Here’s a good example, but from an unreal MetaHuman example. This is a 3D model with a face and body rig. The iPhone being used is taking that mocap data and translating it right into the editor. The new MetaHuman 5.2 updates make this easy to do with relatively low cost equipment.
This is also a good example of how far Unity has slipped in the character pipeline, not only in terms of having ready made and customizable characters that you can use for…free… but also the high end quality as well for doing cinematic close-up work.
(The 1:30 mark shows a an iphone being used to translate the mocap in realtime)

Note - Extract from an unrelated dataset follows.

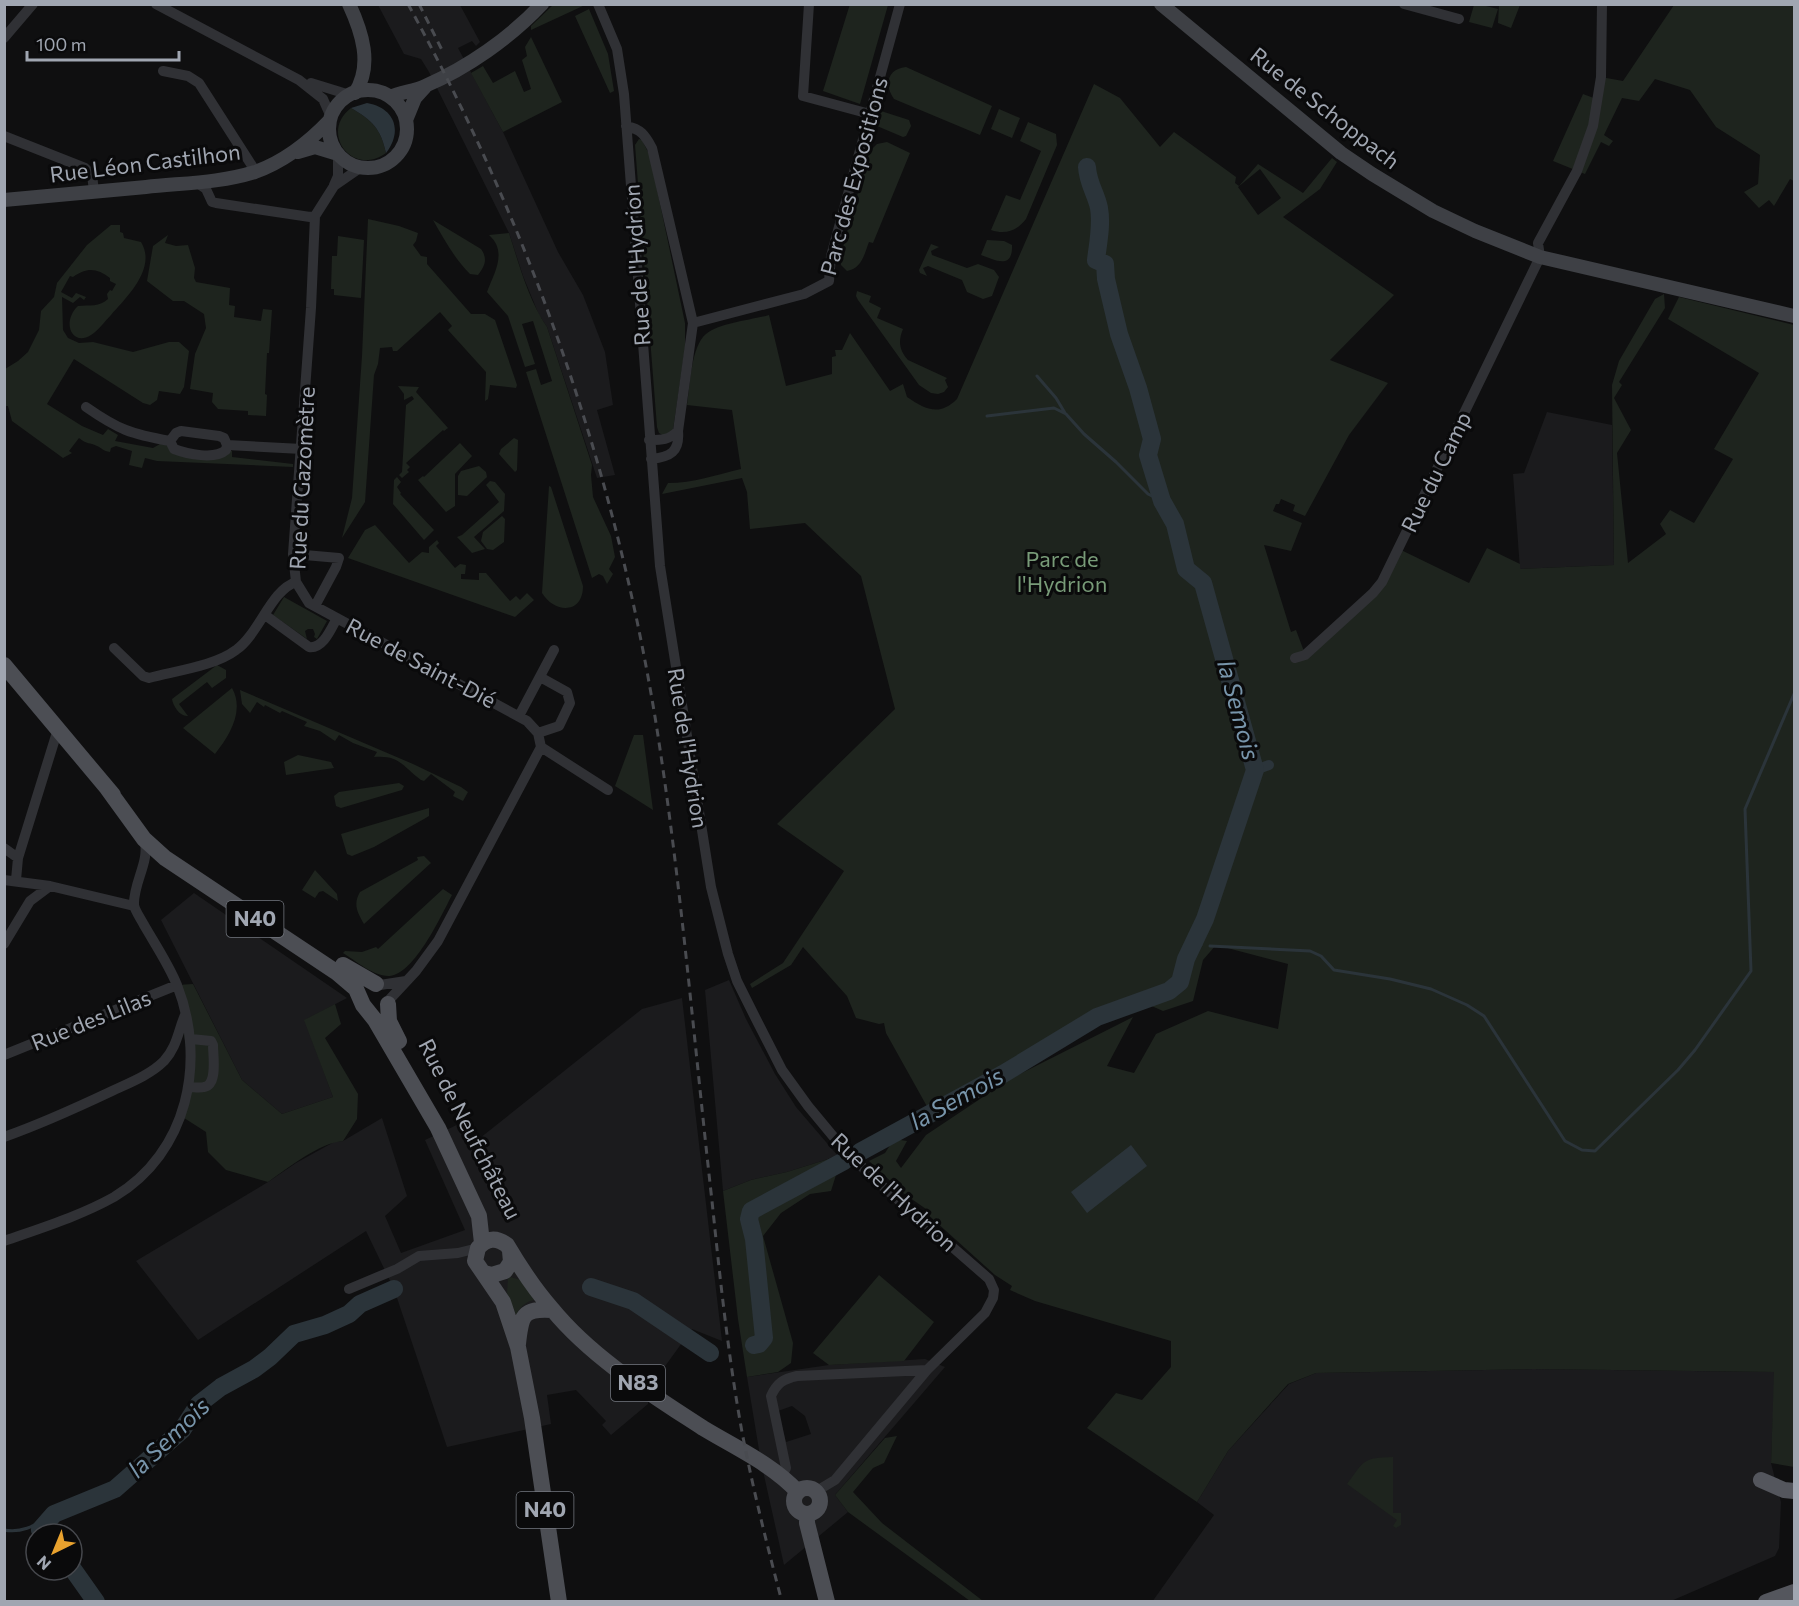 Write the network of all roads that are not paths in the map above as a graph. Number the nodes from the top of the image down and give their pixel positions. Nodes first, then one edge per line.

I do something very similar, but in Reallusion iClone, which is just a couple of extra steps to export that to Unity. However, the model quality is something on par with Digital Human/Ziva without a massive team or extensive workflow to make it a reality.
It’s something a single developer can do… something Unity has obviously (and unfortunately) lost sight of.
(Which by the way, I’m not advocating Unreal as a gamedev platform. I prefer Unity still for it’s ease of use to get started and do something very quickly).
Here’s an updated workflow from Reallusion iClone… probably the best indie solution for getting “AAA style” character into Unity (presently), while not free, it’s certainly the easiest process from a Next, Next, Finish standpoint.
That’s awesome! I can definitely see what you mean.
I’m starting to get quoted now, and I have to be clear that I am a programmer and this artist wizardry is out of my wheel house! I have my own opinions on what parts of the engine they should focus on, and what they should put less focus on, but they are unrelated to the art and rendering pipelines as those are not my areas of true expertise. It seems the others in this thread already have a good grasp on the state of things without my musings.
This is awesome. And most character artists in Unity don’t build their own rigs, especially for the face. I’m planning on using my new prototype to do EXACTLY this. Not using an iPhone but taking it way further with more facial performance detail
The biggest problem here is that spending $1,000 for the facial / model import part or $7,000 which would be a really nice full solution however, it still comes back to having to get good characters, costumes and scenes that work together for your game idea and doing the face and body acting (which some of the store animations may have done better) and getting lighting right and a game that is playable, in my case I’m just going with this el cheapie option with Daz to Unity with ARKit for free and store body animations and concentrating on what I can do and see if anyone is interested in my game. Sort of the same thing for going from Unity to Unreal, it would cost me a lot of time to do that and Unreal is a fair bit harder to use than Unity, no offence, it may be slightly better but my indie game is never going to be perfect it is a trade of money/effort to likely return, i.e. nothing I will try the free trial version of iClone / CC4 to see what results I can get in 30 days;) maybe just $1,000 for Daz to CC4 to Unity with iClone facial stuff would be worth it if it looks better than just Daz to Unity with ARKit.
I think that people who play games with hyper realistic facial textures, shapes, and animation will pick out the flaws more readily than lower quality faces that were never intended to be hyper realistic and therefore no attempt to look for flaws is made since it is accepted as is by design.
I honestly don’t see any reason to try to develop hyper realistic faces in today’s games. The bar is too high for the benefit it promises to provide, period.
Daz has updated their bridges in the past few days including the Unity one. It’s still hit and miss though, one character model imported very nicely (probably the best I’ve seen from Daz), the other character model test, not so much and was a mess, so results will vary. It did seem to import props/static meshes much better, but all will still be largely unusable in unity due to high poly meshes.
I completely agree with this. On unreal side it seems with Lumen it’s much better, but very expensive, too. I also did some ambient stuff myself, but this is only SDF based AO so far, which works good, but yours looks better. May I ask what technique you used, and how taxing it is on GPU?
With path tracing, you can get the lighting from outside to affect the interior environments, especially with careful placement of reflection probes in the room. For my future projects, I don’t use real time raytracing because the performance hit isn’t worth it
isn’t this “just” additional positioned area / spot lights in Heretic demo, like classical Key Point character lighting? Enemies demo has SSGI / RT on top of this, but also fakes all reflections / bounces with additional shadow casting lights (mostly area lights).
the Enemies demo is basically throwing everything at it: AVP (no lightmaps), SSGI (you can choose to have it raytraced or not), and a highly complicated lighting setup for the character, which changes a lot during the scene, consisting of very expensive area lights with PCSS shadows, faking the reflections / indirect lights from e.g. the chess board.